Saved data entries »
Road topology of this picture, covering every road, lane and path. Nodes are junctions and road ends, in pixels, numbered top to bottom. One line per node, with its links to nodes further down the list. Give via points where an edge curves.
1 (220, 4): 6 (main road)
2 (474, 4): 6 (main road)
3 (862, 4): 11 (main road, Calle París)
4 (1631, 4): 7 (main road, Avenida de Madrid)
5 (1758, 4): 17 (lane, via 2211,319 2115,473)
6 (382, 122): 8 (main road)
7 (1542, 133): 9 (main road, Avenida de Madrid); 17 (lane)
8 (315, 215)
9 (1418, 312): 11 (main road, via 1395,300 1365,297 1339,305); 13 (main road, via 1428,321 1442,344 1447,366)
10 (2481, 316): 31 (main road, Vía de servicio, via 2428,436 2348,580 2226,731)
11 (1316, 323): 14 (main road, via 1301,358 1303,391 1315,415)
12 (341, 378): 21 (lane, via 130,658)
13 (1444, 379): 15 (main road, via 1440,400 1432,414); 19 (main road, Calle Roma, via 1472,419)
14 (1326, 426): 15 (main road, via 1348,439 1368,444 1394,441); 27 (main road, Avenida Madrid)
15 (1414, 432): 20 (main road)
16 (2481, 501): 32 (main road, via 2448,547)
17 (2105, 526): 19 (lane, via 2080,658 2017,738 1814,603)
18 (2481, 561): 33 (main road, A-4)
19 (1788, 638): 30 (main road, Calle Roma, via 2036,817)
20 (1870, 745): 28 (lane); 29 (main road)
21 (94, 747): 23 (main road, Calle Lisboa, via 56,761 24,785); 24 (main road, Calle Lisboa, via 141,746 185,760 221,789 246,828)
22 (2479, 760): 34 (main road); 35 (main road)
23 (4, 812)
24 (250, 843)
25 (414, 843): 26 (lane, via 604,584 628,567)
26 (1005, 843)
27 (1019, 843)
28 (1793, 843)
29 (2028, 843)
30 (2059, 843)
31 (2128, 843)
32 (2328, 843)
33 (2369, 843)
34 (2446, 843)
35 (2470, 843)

Exercise »
From the entries above, copy every line containing the word "Avenida".

Finished exercise »
4 (1631, 4): 7 (main road, Avenida de Madrid)
7 (1542, 133): 9 (main road, Avenida de Madrid); 17 (lane)
14 (1326, 426): 15 (main road, via 1348,439 1368,444 1394,441); 27 (main road, Avenida Madrid)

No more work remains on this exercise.